Stored data entries
***

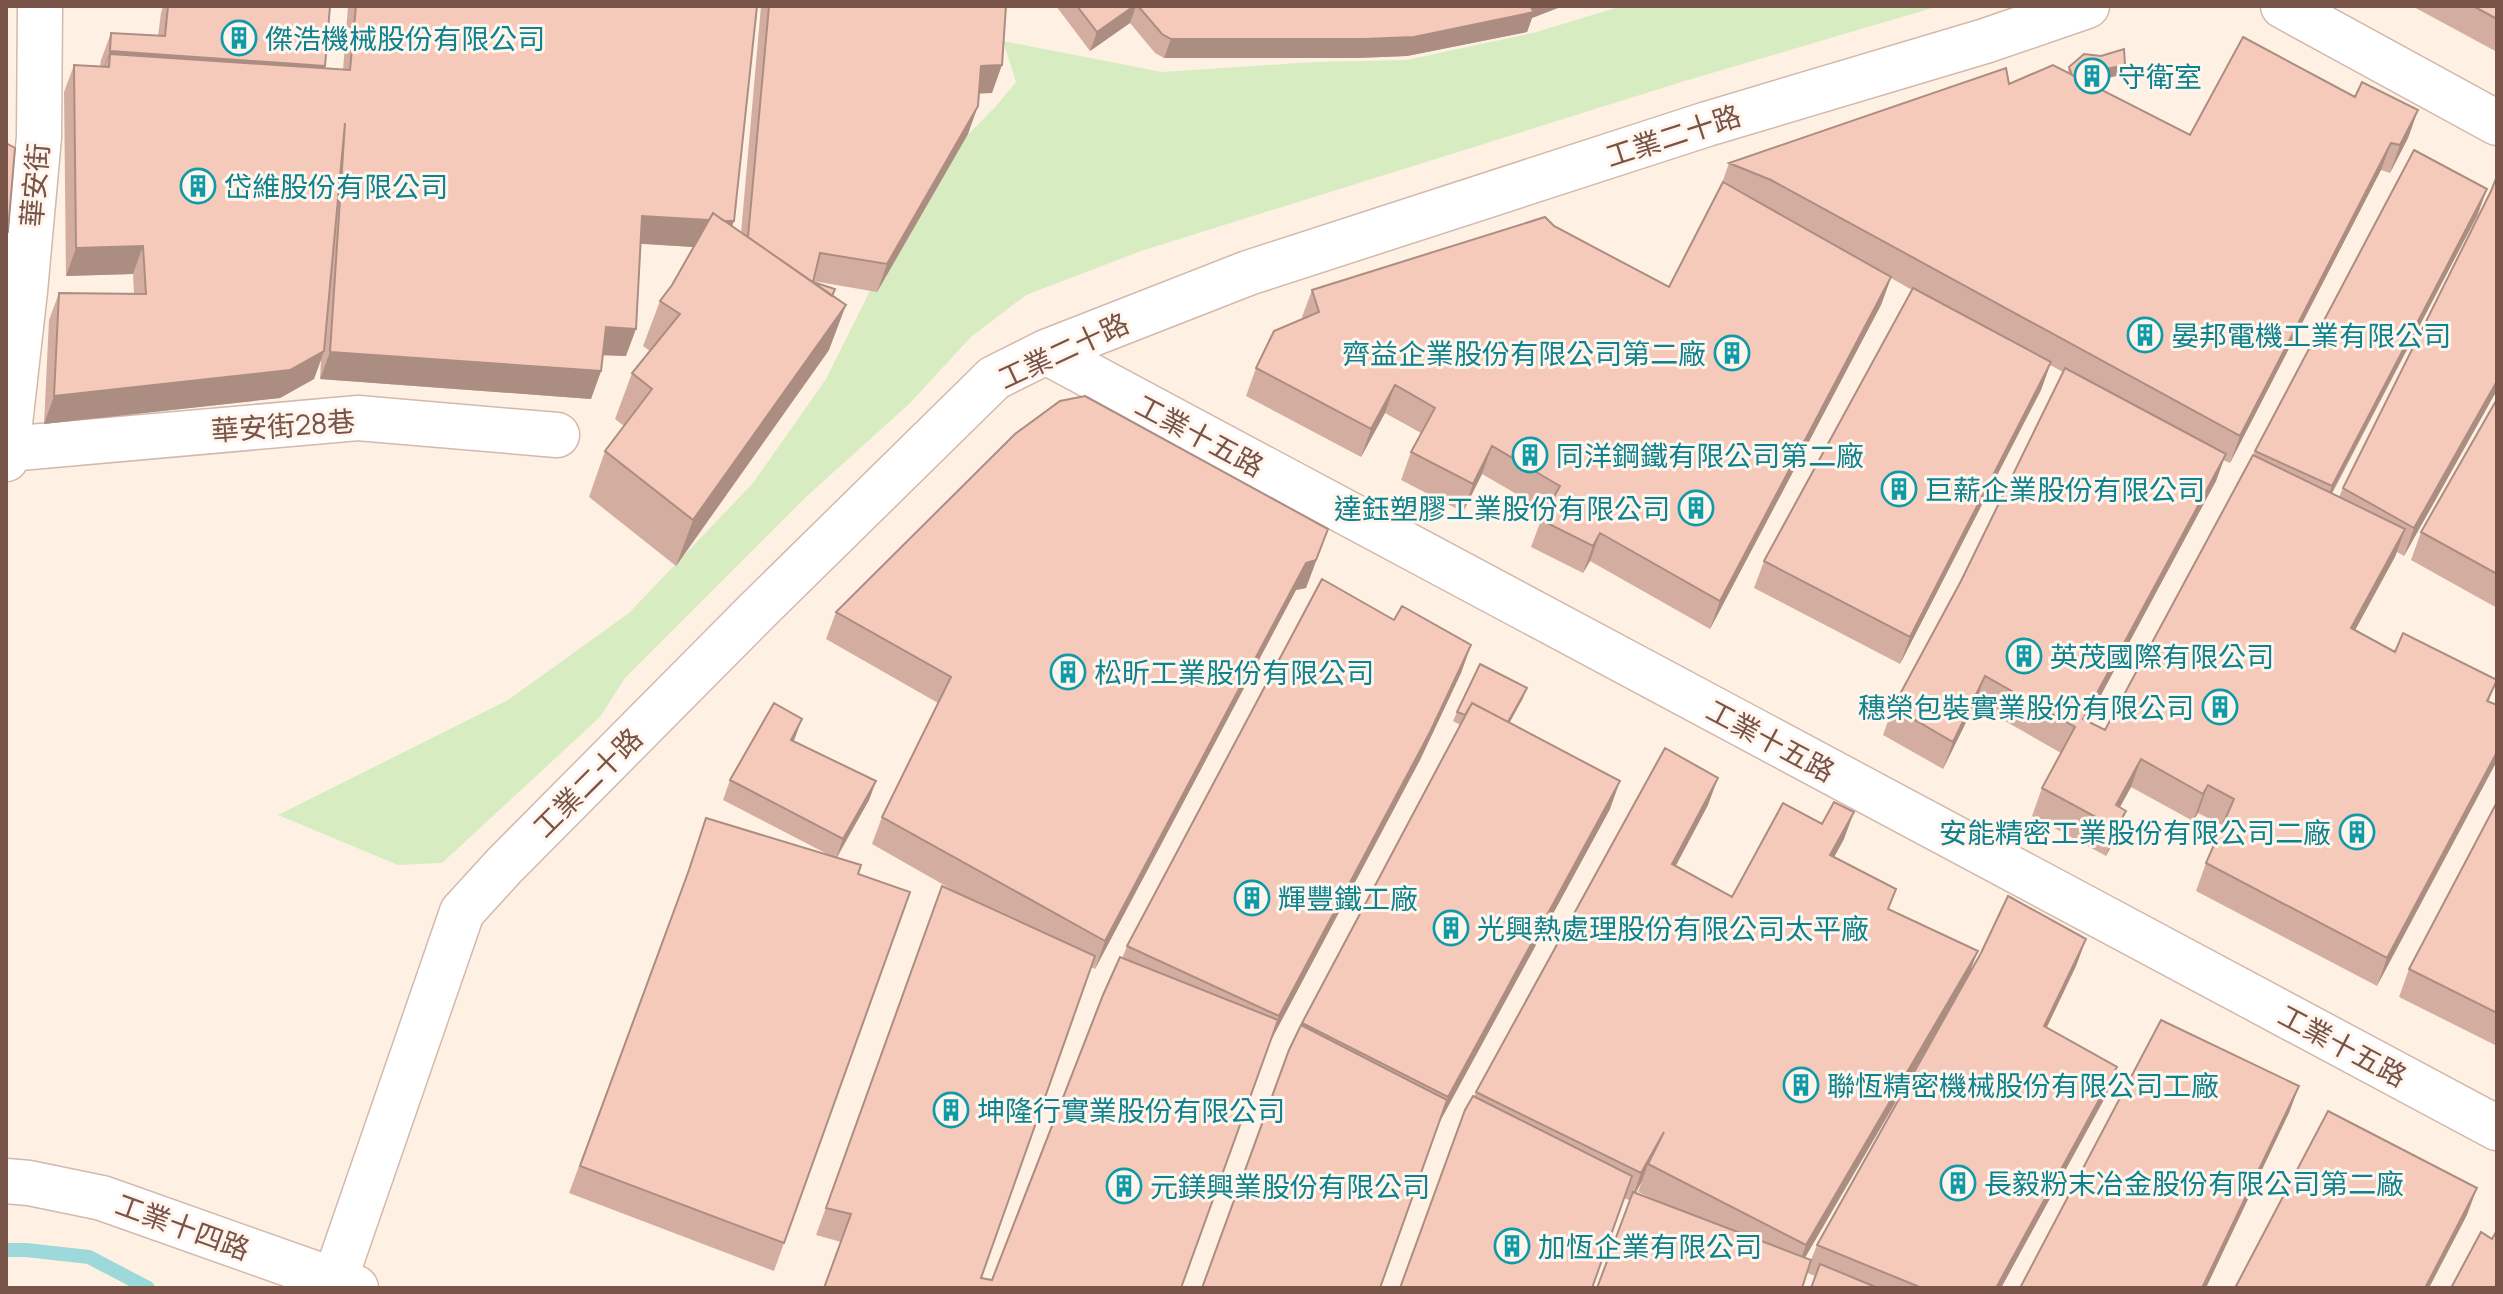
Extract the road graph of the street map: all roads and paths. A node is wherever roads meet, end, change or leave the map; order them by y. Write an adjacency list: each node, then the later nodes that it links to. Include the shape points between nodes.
1 (40, 6): 7 (street, 華安街, via 39,137)
2 (2087, 6): 5 (street, 工業二十路, via 1248,273)
3 (2283, 6): 4 (street)
4 (2497, 123)
5 (1046, 352): 8 (street, 工業十五路); 10 (street, 工業二十路, via 994,378 462,912)
6 (557, 435): 7 (street, 華安街28巷, via 358,418)
7 (7, 454)
8 (2497, 1128)
9 (6, 1181): 10 (street, 工業十四路, via 102,1198)
10 (341, 1285)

***

=== EXERCISE INSTRUCTIONS ===
The answer is a faithful copy of the records above, with the pictures removed.

=== SOLUTION FOR THIS PROBLEM ===
Extract the road graph of the street map: all roads and paths. A node is wherever roads meet, end, change or leave the map; order them by y. Write an adjacency list: each node, then the later nodes that it links to. Include the shape points between nodes.
1 (40, 6): 7 (street, 華安街, via 39,137)
2 (2087, 6): 5 (street, 工業二十路, via 1248,273)
3 (2283, 6): 4 (street)
4 (2497, 123)
5 (1046, 352): 8 (street, 工業十五路); 10 (street, 工業二十路, via 994,378 462,912)
6 (557, 435): 7 (street, 華安街28巷, via 358,418)
7 (7, 454)
8 (2497, 1128)
9 (6, 1181): 10 (street, 工業十四路, via 102,1198)
10 (341, 1285)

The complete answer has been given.